Dituding tak becus memimpin, Iwan mengelak. Isu penolakan para kepala cabang Jamsostek atas kepemimpinannya juga tidak benar. Buktinya, hasil audit Badan Pengawasan Keuangan dan Pembangunan (BPKP) menyebutkan bahwa tindakan Dewan Komisaris atas nama karyawan melengserkan Iwan dinilai tidak sah. Hasil rapat umum pemegang saham luar biasa juga mencabut keputusan Dewan Komisaris.

Iwan malah mengklaim sukses memperbaiki kinerja perusahaan asuransi ini. Buktinya, laba Jamsostek terus melonjak dan kinerjanya dinilai sangat sehat oleh Kementerian BUMN. Pada 2005, ketika perusahaan menanggung kerugian investasi Rp 800 miliar akibat kebijakan direksi sebelumnya, ternyata laba naik dari Rp 421 miliar menjadi Rp 629 miliar. ”Saya heran mengapa rugi investasi sebesar itu tidak diributkan,” ujar Iwan pekan lalu.

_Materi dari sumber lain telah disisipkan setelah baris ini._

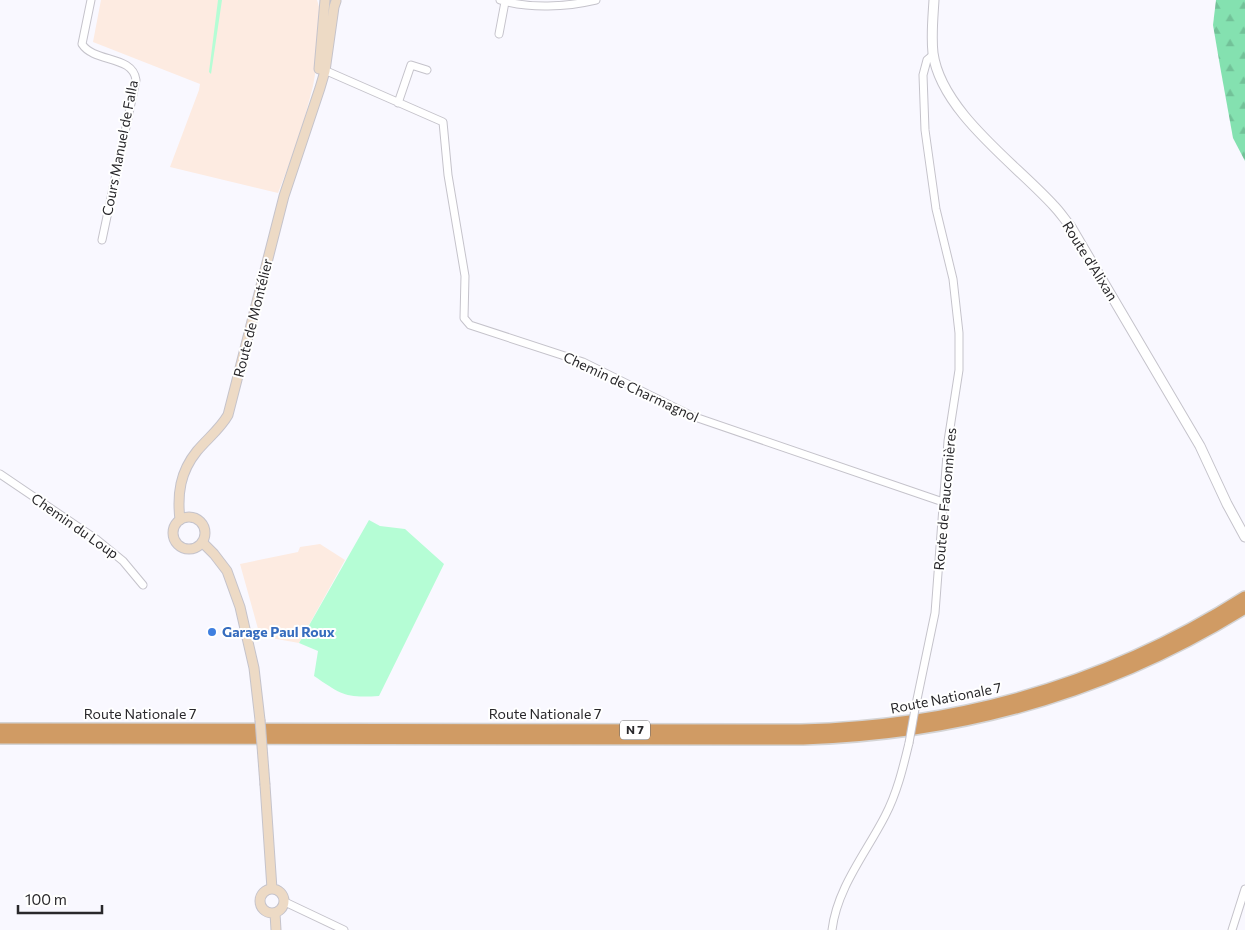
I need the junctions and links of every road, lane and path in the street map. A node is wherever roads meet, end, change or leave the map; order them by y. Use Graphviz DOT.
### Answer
graph roads {
  1 [pos="92,0"];
  2 [pos="325,0"];
  3 [pos="337,0"];
  4 [pos="596,0"];
  5 [pos="934,0"];
  6 [pos="503,1"];
  7 [pos="499,34"];
  8 [pos="933,55"];
  9 [pos="322,69"];
  10 [pos="427,70"];
  11 [pos="398,103"];
  12 [pos="102,240"];
  13 [pos="0,474"];
  14 [pos="944,502"];
  15 [pos="180,520"];
  16 [pos="1245,537"];
  17 [pos="202,542"];
  18 [pos="143,585"];
  19 [pos="1245,597"];
  20 [pos="1245,608"];
  21 [pos="0,729"];
  22 [pos="0,738"];
  23 [pos="272,889"];
  24 [pos="1245,889"];
  25 [pos="284,902"];
  26 [pos="275,914"];
  27 [pos="276,930"];
  28 [pos="344,930"];
  29 [pos="832,930"];
  30 [pos="1232,930"];
  1 -- 12 [label="street, Cours Manuel de Falla"];
  2 -- 3 [label="main road, Route de Montélier"];
  2 -- 9 [label="main road, Route de Montélier"];
  3 -- 9 [label="main road, Route de Montélier"];
  4 -- 6 [label="street"];
  5 -- 8 [label="street, Route d'Alixan"];
  6 -- 7 [label="street"];
  8 -- 14 [label="street, Route de Fauconnières"];
  8 -- 16 [label="street, Route d'Alixan"];
  9 -- 11 [label="street, Chemin de Charmagnol"];
  9 -- 15 [label="main road, Route de Montélier"];
  10 -- 11 [label="street"];
  11 -- 14 [label="street, Chemin de Charmagnol"];
  13 -- 18 [label="street, Chemin du Loup"];
  14 -- 29 [label="street, Route de Fauconnières, bridge"];
  15 -- 17 [label="main road"];
  15 -- 17 [label="main road"];
  17 -- 23 [label="main road, bridge"];
  19 -- 21 [label="highway, Route Nationale 7 / N 7"];
  20 -- 22 [label="highway, Route Nationale 7 / N 7"];
  23 -- 25 [label="main road"];
  23 -- 26 [label="main road"];
  24 -- 30 [label="street"];
  25 -- 26 [label="main road"];
  25 -- 28 [label="street"];
  26 -- 27 [label="main road"];
}
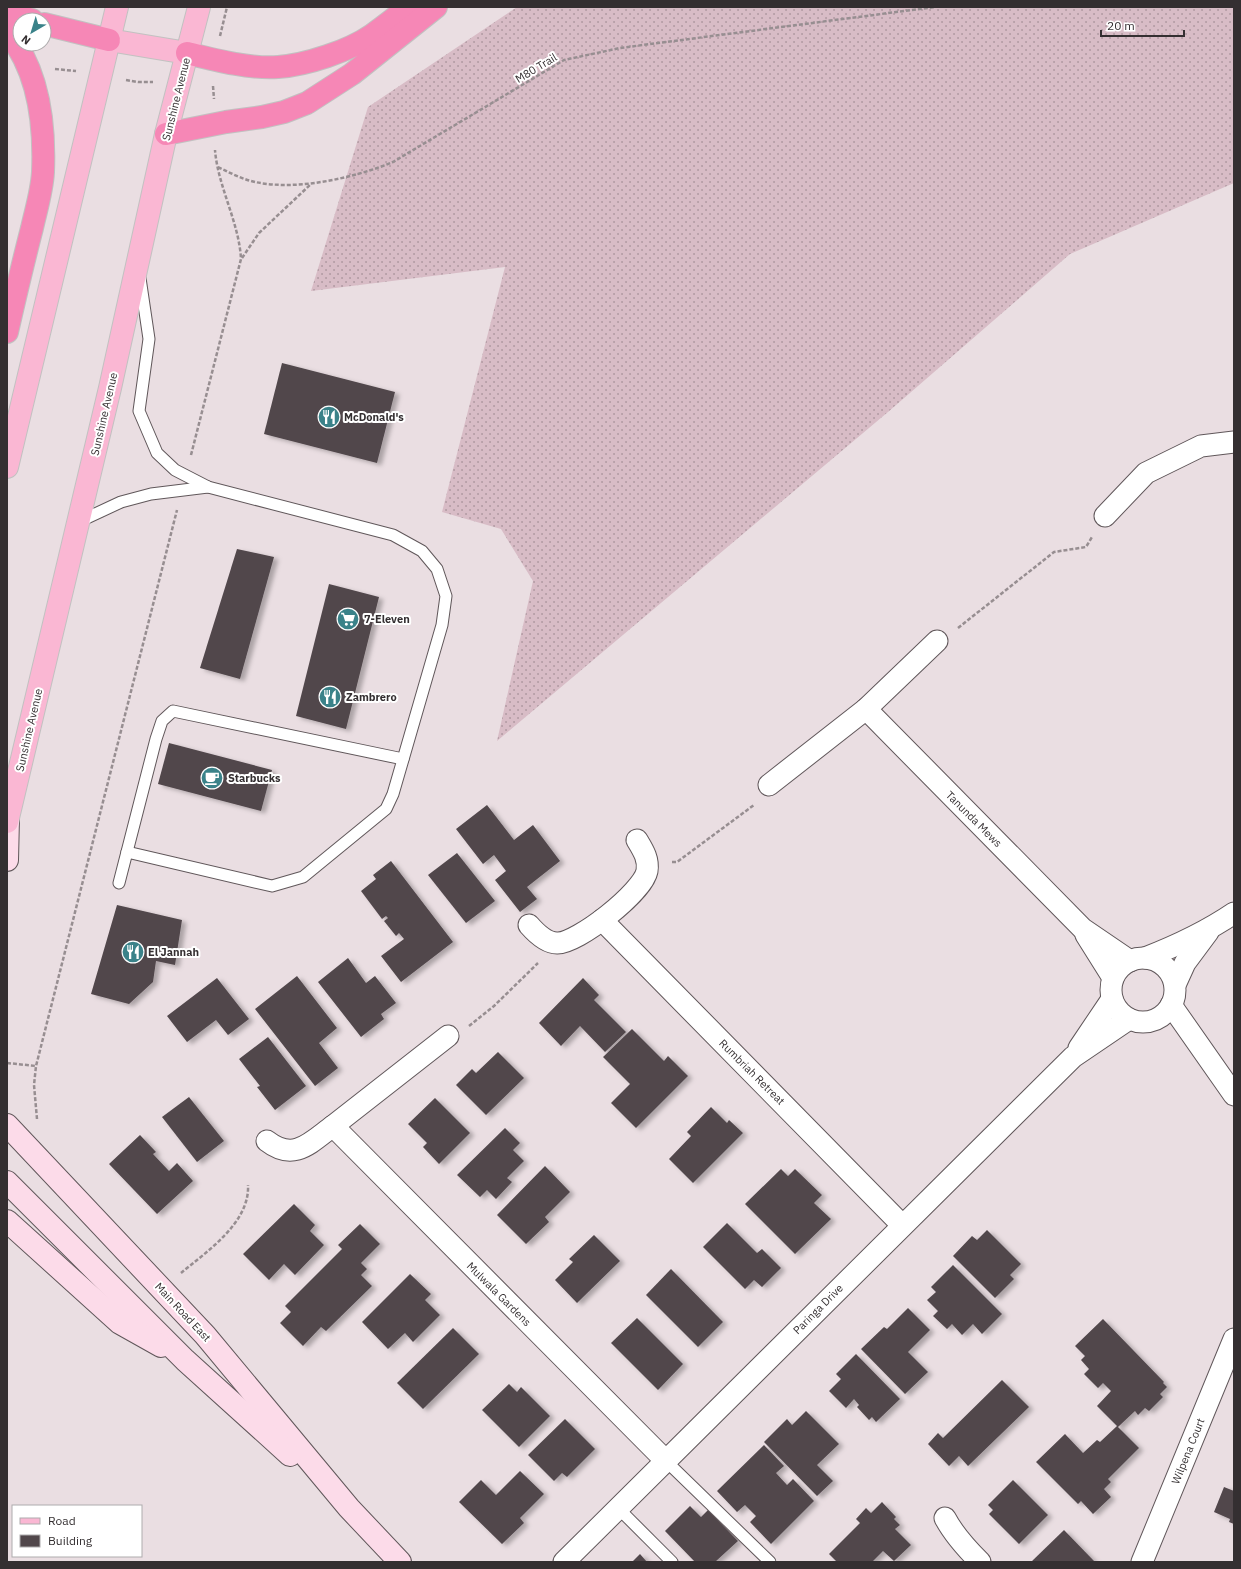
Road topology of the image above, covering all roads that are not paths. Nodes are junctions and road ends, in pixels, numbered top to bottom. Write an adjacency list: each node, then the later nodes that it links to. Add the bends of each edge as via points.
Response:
1 (117, 7): 7 (main road)
2 (200, 7): 8 (main road, Sunshine Avenue)
3 (408, 7): 8 (highway, via 371,36 339,52 310,61 277,67 235,64)
4 (436, 7): 9 (highway, via 352,74 307,103 262,117)
5 (52, 26): 7 (highway)
6 (7, 32): 11 (highway, via 23,55 35,83 43,142 43,173)
7 (109, 40): 8 (main road); 13 (main road)
8 (187, 53): 9 (main road, Sunshine Avenue)
9 (166, 134): 10 (main road, Sunshine Avenue)
10 (138, 262): 14 (lane, via 149,339 139,410 157,453 175,470); 16 (main road, Sunshine Avenue)
11 (7, 332)
12 (1234, 442): 15 (street, via 1201,446 1146,473)
13 (7, 467)
14 (208, 488): 16 (lane, via 151,494 121,502); 19 (lane, via 393,535 422,551 437,569 446,596 442,625)
15 (1105, 516)
16 (78, 522): 21 (main road, Sunshine Avenue)
17 (937, 641): 18 (street)
18 (866, 709): 20 (street); 29 (street, Tanunda Mews)
19 (403, 759): 23 (lane, via 386,809 303,877 272,886); 23 (lane, via 173,711 162,721 156,739)
20 (769, 785)
21 (8, 820): 24 (main road)
22 (637, 840): 27 (street, via 647,858 644,880 631,896)
23 (127, 852): 25 (lane)
24 (7, 860)
25 (119, 883)
26 (1234, 914): 30 (street)
27 (602, 920): 28 (street, via 567,942 556,944 540,936); 47 (street, Rumbriah Retreat)
28 (529, 925)
29 (1083, 929): 31 (street, Tanunda Mews); 32 (street, Tanunda Mews)
30 (1210, 929): 31 (street, via 1170,948); 33 (street, via 1185,963)
31 (1137, 959): 32 (street, via 1123,964); 33 (street, via 1155,960 1164,966 1171,975)
32 (1113, 978): 34 (street, via 1110,992)
33 (1174, 985): 35 (street, via 1175,992)
34 (1112, 999): 36 (street, via 1116,1007); 40 (street, Paringa Drive)
35 (1171, 1005): 37 (street); 39 (street)
36 (1129, 1019): 37 (street); 40 (street, Paringa Drive)
37 (1152, 1021): 39 (street)
38 (448, 1036): 43 (street)
39 (1201, 1049): 41 (street)
40 (1073, 1057): 47 (street, Paringa Drive)
41 (1234, 1095)
42 (7, 1125): 51 (main road, Main Road East, via 204,1335)
43 (333, 1126): 44 (street, via 306,1146 289,1151 276,1148); 50 (street, Mulwala Gardens)
44 (267, 1141)
45 (7, 1182): 49 (main road, Main Road East)
46 (7, 1221): 49 (main road, via 120,1323)
47 (902, 1225): 50 (street, Paringa Drive)
48 (1234, 1340): 59 (street, Wilpena Court)
49 (185, 1360): 51 (main road, Main Road East)
50 (666, 1461): 52 (street, Paringa Drive); 57 (lane)
51 (349, 1508): 54 (main road, Main Road East)
52 (618, 1508): 55 (street, Paringa Drive); 56 (lane)
53 (945, 1518): 58 (street, via 963,1546)
54 (400, 1562)
55 (564, 1562)
56 (672, 1562)
57 (770, 1562)
58 (980, 1562)
59 (1142, 1562)

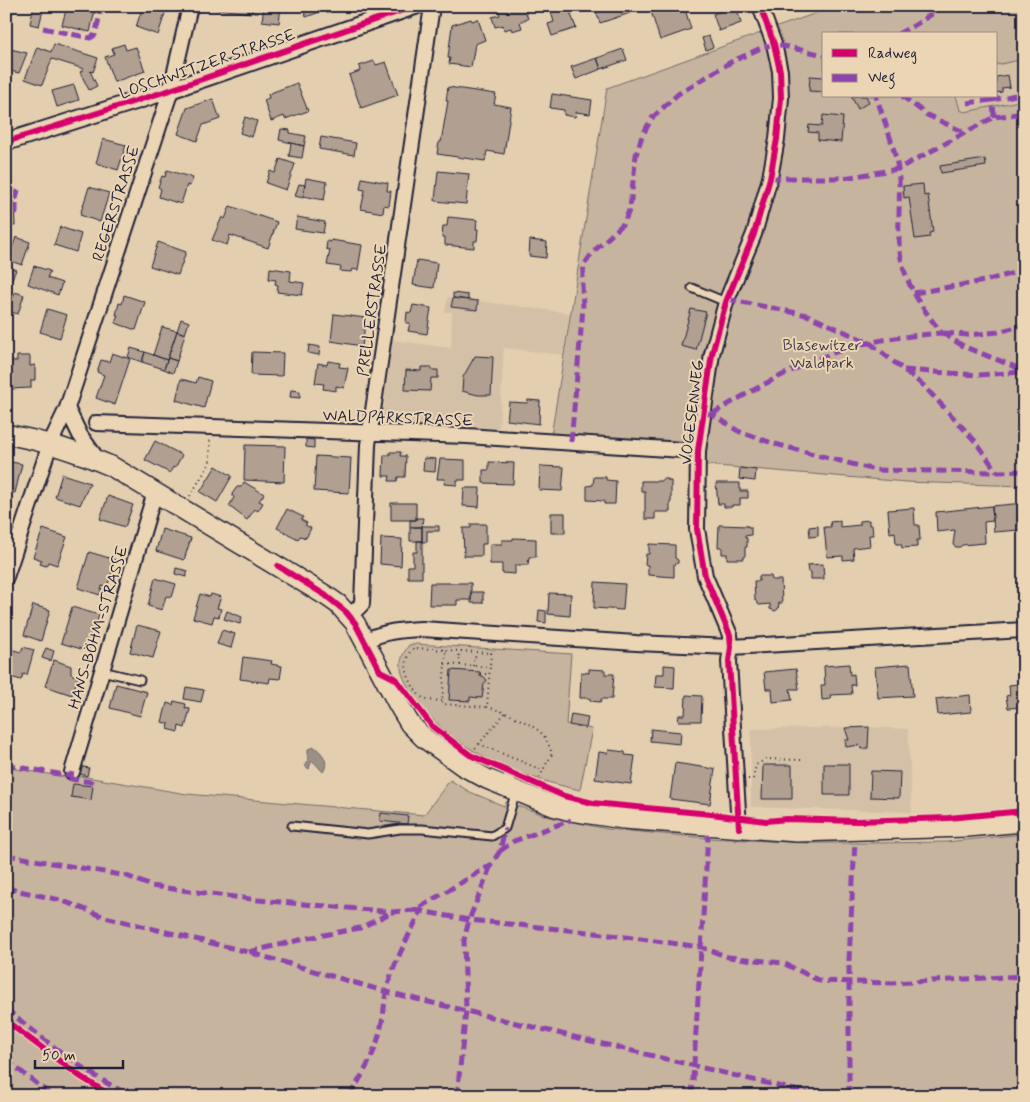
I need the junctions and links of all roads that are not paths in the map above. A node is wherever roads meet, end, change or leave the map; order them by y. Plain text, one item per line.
1 (190, 6) edge
2 (415, 6) edge
3 (432, 6) edge
4 (760, 6) edge
5 (170, 90) junction
6 (6, 142) edge
7 (692, 288) dead end
8 (726, 302) junction
9 (67, 408) junction
10 (96, 423) dead end
11 (371, 433) junction
12 (6, 434) edge
13 (50, 444) junction
14 (698, 451) junction
15 (98, 460) junction
16 (155, 492) junction
17 (6, 577) edge
18 (350, 608) junction
19 (1024, 630) edge
20 (363, 637) junction
21 (731, 647) junction
22 (102, 671) junction
23 (140, 680) dead end
24 (72, 772) dead end
25 (529, 785) junction
26 (1024, 822) edge
27 (292, 826) dead end
28 (740, 828) junction

1 - 5 street, REGERSTRASSE
2 - 5 street, LOSCHWITZER STRASSE
3 - 11 street, PRELLERSTRASSE
4 - 8 street, VOGESENWEG
5 - 6 street, LOSCHWITZER STRASSE
5 - 9 street, REGERSTRASSE
7 - 8 lane
8 - 14 street, VOGESENWEG
9 - 13 street, REGERSTRASSE
9 - 15 street
10 - 11 street, WALDPARKSTRASSE
11 - 14 street, WALDPARKSTRASSE
11 - 18 street, PRELLERSTRASSE
12 - 13 main road
13 - 15 main road
13 - 17 street, REGERSTRASSE
14 - 21 street, VOGESENWEG
15 - 16 main road
16 - 18 main road
16 - 22 street, HANS-BÖHM-STRASSE
18 - 20 main road
19 - 21 street
20 - 21 street
20 - 25 main road
21 - 28 street, VOGESENWEG
22 - 23 lane
22 - 24 street, HANS-BÖHM-STRASSE
25 - 27 lane
25 - 28 main road
26 - 28 main road

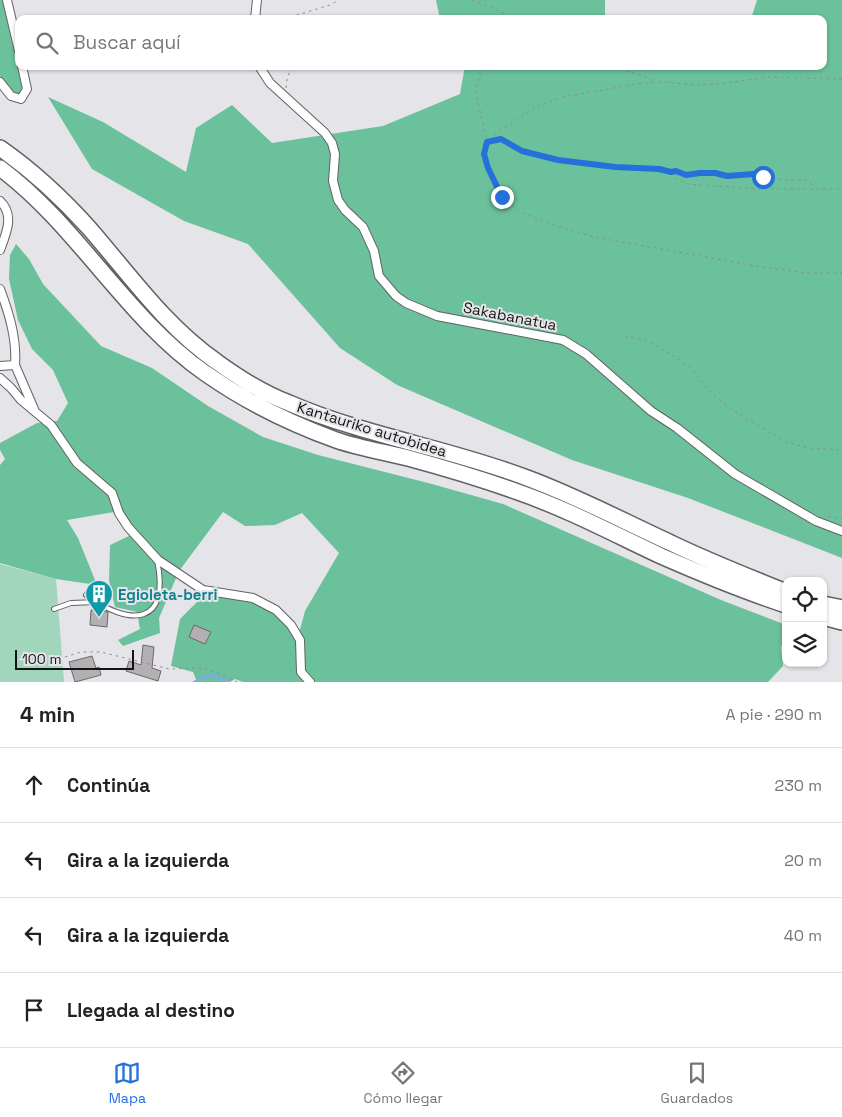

Bila melihat kinerja yang kinclong, wajar saja jika mereka heran dengan ulah dewan komisaris yang selalu mencari-cari kesalahan direktur utama BUMN agar bisa dilengserkan. Spekulasi pun berkembang bahwa ini bukan sekadar konflik antara direktur utama dan komisaris. Disinyalir, ada faktor politis.

Beberapa orang yang terpental dari BUMN strategis itu tadinya dipercaya mewakili kubu Demokrat. Arwin yang terlempar dari Telkom semula dikenal sebagai profesional pilihan Susilo Bambang Yudhoyono. Sedangkan Che Wei adalah anggota tim ekonomi SBY sebelum menjadi presiden pada 2004.

Bisik-bisik di kalangan direksi BUMN, konon Bank Mandiri menjadi sasaran berikut yang bakal digoyang. Sesungguhnya, tekanan terhadap manajemen bank terbesar di Tanah Air ini cukup besar. Namun kekompakan Direktur Utama Agus Martowardojo dan Komisaris Utama Edwin Gerungan membuat manajemen tahan gempuran. ”Sayangnya, ada dua pentolan lain yang selalu berupaya membawa bank ini ke ranah politik,” ujar pejabat di Mandiri.

Kecurigaan tentang adanya faktor politis ini bukannya tanpa dasar. Sebut saja di Danareksa. Salah satu yang dipersoalkan Dewan Komisaris sebelum RUPS pada 21 Juni adalah penunjukan Dino Patti Djalal sebagai penasihat di Danareksa. Siapakah Dewan Komisaris itu? Salah satunya adalah Susiyati B. Hirawan, Deputi Ekonomi di Kantor Wakil Presiden. ”Bukankah ini pertanda ada persaingan antara Kantor Wakil Presiden dan Presiden?” kata seorang pejabat di Danareksa.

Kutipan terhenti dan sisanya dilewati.